İsimden geç de müsemmaların hepsini bir bil, tâ ki muradına tamamen vasıl olasın. Cisimlerdeki ruh gibi, evlere giren güneş ziyası da birdir. Her kim evde güneşi birden çok görürse, o, dokunuştan etkilenmeyen bir ölüdür. (SAYFA 209)
5415
Ondan dolayıdır ki Hakk’ın hitabı, o nurdan ebediyyen kuvvet alanlara yönelmiştir. Şahtan doğan, şehzade olur. Nur-ı Hak’tan doğan, söyle; nasıl nazlı şehzade olmaz? Belki o yalandır, asıl şehzade budur. Böyle şehzadelik bakidir, surete bağlı (dünyevî) şehzadelik fanidir.
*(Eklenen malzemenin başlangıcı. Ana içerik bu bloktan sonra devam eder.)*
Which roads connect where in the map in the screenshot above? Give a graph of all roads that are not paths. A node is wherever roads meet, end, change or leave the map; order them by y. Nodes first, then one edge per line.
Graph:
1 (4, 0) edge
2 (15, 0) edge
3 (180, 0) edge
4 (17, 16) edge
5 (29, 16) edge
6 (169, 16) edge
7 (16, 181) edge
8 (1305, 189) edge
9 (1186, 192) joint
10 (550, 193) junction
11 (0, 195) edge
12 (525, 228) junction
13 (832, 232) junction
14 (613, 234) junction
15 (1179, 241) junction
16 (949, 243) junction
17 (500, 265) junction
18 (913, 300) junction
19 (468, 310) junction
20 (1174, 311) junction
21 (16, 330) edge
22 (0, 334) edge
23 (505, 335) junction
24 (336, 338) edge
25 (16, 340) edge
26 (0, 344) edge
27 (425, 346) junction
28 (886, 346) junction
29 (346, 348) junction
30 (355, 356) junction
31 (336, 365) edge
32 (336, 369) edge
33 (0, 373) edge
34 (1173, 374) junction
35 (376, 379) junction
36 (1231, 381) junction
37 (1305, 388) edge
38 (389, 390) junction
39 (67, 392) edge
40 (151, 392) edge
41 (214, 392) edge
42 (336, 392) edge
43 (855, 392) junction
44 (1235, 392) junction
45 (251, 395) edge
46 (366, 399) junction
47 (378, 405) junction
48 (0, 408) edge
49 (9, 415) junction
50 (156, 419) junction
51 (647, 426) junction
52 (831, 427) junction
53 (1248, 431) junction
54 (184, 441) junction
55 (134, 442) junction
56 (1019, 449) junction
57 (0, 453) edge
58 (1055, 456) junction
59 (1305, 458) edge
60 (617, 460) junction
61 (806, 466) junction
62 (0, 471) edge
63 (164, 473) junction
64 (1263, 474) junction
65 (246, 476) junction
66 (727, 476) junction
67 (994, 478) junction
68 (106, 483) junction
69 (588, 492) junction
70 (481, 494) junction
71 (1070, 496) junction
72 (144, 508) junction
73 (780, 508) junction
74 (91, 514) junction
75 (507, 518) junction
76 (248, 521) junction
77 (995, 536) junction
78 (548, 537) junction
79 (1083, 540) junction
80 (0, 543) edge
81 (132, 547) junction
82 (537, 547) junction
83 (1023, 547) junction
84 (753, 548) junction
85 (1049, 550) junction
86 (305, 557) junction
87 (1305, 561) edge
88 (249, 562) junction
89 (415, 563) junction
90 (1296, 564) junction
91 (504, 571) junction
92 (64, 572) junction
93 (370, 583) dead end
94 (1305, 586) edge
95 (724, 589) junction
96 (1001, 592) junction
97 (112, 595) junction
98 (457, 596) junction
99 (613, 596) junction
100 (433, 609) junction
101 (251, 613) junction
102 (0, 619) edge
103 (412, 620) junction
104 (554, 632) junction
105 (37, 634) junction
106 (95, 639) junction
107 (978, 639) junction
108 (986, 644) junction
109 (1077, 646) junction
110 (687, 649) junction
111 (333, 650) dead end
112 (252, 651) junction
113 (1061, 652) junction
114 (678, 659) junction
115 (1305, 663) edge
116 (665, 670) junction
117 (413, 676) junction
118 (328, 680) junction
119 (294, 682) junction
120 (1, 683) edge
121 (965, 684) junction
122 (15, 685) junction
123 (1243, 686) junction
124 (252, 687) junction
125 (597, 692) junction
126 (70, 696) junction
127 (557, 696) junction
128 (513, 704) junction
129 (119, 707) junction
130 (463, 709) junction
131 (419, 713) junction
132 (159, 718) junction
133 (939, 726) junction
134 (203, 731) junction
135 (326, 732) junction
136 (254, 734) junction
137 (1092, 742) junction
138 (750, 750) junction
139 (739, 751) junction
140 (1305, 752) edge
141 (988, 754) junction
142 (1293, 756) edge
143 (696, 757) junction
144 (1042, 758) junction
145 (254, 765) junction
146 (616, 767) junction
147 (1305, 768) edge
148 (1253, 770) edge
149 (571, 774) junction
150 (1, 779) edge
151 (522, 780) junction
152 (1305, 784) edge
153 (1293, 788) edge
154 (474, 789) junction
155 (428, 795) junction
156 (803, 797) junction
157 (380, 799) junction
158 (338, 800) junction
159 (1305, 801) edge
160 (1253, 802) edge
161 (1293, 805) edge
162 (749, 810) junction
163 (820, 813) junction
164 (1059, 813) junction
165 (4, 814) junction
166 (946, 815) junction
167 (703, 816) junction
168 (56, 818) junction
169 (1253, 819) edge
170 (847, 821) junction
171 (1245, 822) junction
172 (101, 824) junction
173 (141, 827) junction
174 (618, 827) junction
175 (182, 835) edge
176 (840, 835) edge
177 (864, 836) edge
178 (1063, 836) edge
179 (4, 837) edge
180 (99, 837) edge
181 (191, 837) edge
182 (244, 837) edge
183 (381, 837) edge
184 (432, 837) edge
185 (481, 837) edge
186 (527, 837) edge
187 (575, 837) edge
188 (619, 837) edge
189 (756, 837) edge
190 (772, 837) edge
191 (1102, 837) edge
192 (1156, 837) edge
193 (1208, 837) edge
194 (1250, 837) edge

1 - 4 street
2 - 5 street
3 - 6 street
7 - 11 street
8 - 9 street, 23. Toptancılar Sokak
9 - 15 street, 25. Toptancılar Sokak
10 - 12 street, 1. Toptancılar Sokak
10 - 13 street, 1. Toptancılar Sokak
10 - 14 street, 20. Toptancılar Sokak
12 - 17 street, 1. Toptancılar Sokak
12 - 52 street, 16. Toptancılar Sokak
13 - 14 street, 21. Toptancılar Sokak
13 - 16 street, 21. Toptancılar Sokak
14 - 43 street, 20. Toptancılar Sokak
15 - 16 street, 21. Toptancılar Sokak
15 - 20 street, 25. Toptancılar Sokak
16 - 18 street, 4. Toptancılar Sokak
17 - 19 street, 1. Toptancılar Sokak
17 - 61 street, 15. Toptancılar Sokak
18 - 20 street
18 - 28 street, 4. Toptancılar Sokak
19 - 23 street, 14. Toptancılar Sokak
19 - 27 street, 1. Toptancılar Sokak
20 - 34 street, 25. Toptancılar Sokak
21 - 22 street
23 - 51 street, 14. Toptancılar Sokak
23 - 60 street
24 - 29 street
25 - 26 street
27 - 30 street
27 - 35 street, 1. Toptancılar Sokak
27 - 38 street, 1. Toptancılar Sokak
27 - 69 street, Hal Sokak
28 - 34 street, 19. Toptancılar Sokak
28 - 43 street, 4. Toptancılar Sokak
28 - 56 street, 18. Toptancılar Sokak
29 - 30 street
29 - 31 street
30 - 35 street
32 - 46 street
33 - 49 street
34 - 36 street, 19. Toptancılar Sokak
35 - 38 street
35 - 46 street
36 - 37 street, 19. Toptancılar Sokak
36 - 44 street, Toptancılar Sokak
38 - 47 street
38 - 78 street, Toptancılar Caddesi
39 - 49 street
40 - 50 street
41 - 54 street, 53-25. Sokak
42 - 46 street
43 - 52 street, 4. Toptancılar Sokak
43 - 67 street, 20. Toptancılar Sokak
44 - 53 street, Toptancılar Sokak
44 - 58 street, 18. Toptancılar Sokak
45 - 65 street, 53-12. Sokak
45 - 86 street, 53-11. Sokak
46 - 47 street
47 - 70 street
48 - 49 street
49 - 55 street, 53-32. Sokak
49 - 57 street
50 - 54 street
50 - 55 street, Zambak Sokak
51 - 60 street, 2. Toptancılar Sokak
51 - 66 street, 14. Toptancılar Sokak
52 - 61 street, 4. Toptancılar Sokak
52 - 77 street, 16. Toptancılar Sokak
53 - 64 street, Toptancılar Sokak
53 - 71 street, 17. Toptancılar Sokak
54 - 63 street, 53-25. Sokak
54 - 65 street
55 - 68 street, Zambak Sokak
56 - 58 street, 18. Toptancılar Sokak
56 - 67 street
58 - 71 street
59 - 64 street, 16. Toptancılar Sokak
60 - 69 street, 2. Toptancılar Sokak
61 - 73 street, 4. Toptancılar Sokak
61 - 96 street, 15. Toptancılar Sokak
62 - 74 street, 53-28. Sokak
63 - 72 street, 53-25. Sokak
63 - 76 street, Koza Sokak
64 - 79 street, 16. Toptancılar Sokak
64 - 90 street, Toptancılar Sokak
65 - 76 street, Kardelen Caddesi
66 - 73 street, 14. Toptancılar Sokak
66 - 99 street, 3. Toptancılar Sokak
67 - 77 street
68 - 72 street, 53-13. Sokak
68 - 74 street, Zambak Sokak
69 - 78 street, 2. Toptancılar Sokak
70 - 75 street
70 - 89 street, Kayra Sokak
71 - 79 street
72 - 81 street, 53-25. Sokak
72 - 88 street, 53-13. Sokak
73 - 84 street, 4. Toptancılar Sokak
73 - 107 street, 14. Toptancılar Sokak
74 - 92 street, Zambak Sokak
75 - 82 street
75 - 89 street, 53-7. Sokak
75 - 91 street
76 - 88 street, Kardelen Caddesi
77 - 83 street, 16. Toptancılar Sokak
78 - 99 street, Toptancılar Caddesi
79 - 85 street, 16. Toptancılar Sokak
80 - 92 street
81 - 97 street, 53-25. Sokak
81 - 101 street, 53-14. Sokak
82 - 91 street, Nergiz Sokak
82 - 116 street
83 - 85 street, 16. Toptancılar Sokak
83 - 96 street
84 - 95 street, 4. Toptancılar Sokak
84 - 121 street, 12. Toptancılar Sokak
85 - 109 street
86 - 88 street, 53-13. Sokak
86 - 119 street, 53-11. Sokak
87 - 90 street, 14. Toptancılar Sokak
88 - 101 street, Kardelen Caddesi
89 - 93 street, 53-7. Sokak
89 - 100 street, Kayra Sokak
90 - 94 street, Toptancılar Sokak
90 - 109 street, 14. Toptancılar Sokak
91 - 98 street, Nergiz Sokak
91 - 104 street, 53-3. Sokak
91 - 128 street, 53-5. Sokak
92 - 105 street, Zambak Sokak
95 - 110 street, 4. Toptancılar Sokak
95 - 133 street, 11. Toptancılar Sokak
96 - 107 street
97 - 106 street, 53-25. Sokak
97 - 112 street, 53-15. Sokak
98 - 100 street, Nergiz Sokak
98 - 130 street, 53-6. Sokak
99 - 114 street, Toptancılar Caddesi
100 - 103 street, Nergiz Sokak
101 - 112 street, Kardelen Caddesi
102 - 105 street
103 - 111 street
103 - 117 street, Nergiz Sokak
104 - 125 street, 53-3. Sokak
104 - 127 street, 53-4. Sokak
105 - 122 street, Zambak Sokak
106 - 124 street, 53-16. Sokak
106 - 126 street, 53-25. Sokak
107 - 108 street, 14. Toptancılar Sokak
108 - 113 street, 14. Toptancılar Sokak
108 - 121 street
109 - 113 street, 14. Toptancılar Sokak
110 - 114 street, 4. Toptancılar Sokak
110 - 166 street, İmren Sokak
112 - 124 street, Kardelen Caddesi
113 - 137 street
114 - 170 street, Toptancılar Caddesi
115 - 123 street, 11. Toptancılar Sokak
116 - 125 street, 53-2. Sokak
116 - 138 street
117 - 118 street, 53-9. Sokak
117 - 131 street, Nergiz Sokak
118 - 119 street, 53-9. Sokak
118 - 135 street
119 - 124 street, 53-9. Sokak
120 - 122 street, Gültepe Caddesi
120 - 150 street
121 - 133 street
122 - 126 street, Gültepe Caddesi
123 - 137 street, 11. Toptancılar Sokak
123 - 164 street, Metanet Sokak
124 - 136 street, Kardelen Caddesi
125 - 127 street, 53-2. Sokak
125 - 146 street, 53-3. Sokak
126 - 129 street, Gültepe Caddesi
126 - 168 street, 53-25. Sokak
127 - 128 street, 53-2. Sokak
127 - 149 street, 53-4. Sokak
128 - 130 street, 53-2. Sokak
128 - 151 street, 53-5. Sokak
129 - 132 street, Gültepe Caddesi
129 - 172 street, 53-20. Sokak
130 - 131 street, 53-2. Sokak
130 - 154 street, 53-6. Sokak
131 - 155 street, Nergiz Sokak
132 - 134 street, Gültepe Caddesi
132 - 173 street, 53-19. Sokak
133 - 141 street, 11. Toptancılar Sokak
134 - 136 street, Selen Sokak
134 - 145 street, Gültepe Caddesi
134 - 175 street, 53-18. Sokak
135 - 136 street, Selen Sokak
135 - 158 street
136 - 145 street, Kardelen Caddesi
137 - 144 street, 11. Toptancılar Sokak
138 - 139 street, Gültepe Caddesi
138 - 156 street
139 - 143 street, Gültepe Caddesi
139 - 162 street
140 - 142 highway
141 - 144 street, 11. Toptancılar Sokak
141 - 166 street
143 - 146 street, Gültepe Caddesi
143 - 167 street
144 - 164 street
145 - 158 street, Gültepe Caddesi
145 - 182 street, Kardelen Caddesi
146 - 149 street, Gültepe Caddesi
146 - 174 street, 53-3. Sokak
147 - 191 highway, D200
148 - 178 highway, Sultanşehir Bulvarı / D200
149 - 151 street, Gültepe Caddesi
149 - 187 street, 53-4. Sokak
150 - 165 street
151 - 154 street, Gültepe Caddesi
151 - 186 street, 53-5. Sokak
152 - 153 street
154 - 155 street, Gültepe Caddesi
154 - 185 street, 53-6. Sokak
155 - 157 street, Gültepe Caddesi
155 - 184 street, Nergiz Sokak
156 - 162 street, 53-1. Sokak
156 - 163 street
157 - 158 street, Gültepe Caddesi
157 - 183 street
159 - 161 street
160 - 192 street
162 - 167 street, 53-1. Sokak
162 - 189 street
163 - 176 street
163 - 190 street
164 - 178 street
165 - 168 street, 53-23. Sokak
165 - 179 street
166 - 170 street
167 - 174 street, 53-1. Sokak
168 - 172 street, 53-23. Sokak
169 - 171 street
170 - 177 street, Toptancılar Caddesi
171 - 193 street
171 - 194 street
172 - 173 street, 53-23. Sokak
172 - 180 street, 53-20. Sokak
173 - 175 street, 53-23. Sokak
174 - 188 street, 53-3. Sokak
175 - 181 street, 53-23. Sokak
Senin gibi, bir erkekle bir dişiden doğan fani şehzade, senin yanında şehzade oluyor da
5420
Hakk’ın nurundan doğmuş olan böyle bir sır, nasıl şehzade olmaz? Hakiki şehzade budur. Çünkü illiyyin nurundan doğmuştur. Bu soy, nispetledir, şahsından değildir. Böyle nispete erkek, dişi sığmaz. O doğuma ikilik sığar, fakat bu doğumda birlikten başka şey yoktur. “lem yelid”4, fani doğumlar hakkındadır. Böyle doğumlardan ikilik fani olur.
5425
Şüphesizdir ki ilim ilimden doğar ve bu doğuşlarla kemale erer. Böyle doğumlara sayı nerede sığacak? Çünkü adet, nur-ı vahdet içinde mahvolur. Ey kâtip! Eğer yazmaktan usanmazsan, bu kitabeyi candan kabul et! Sana şimdi gönlümdekilerin hepsini canıgönülden söyleyeyim. O gönül ki güzelliğinden dolayı Hakk’ın baktığı yer olmuş, nur-ı Hak’la nar (meyve) gibi dolmuştur.
5430
Onda, hayır şer, Hak’tan başka bir şey yoktur. Hak kendini o zerreden gösteriyor. Gözdeki görme nuru gibi o gönülde gizli bir nur vardır. Ona uğra! Hak Teâlâ bir nefes gönülden uzak değildir, gönlüm bir derya gibidir, o deryanın cevheri Hak’tır. Deryanın meyvesi (mahsulü) kıymetli incidir, deryadan istenen de budur. Gerçi deryada iyi kötü, kıymetli kıymetsiz daha yüz türlü şeyler vardır.
5435
Elifba harfleri gibi çeşitli şekillerde, çeşitli cinslerden sayısız hayvanlar bulunur. Fakat hepsinden fazla deryadan beklenen fayda, incidir. O inciler ki dilrubaların ve padişahların itibar ettikleri süsleridir. Şu hâlde, denizin özeti incidir. Çünkü o, şahlar yanında da istenen ve sevilendir. O derecede ki güzelliğinden dolayı namı değişti de cevher oldu. Nasıl ki küçük sulara çay denir, çoğaldıkça, büyüdükçe adı değişerek sel, ırmak, nehir ve deniz olarak evvelki adıyla kalmıyor, dönüp dolaşıyor.
5440
Bunda hadsiz hesapsız sırlar vardır. Onlara vâkıf olana ne mutlu! Bunu temiz bir samimiyetle okuyanın canı durmaksızın güven bulur. Bundan başkasına bakmayanın, gözü aydın, sinesi nurlanarak Sina olur. Bu söz, semavatın miracıdır, o dama bu merdivenle çıkılır.
5445
Değil gök kubbe denen dama, feleklerin de üstünde bulunan dama… Feleğin damı ondan gıda ve nasip alır onun isteğiyle tuzak kurar.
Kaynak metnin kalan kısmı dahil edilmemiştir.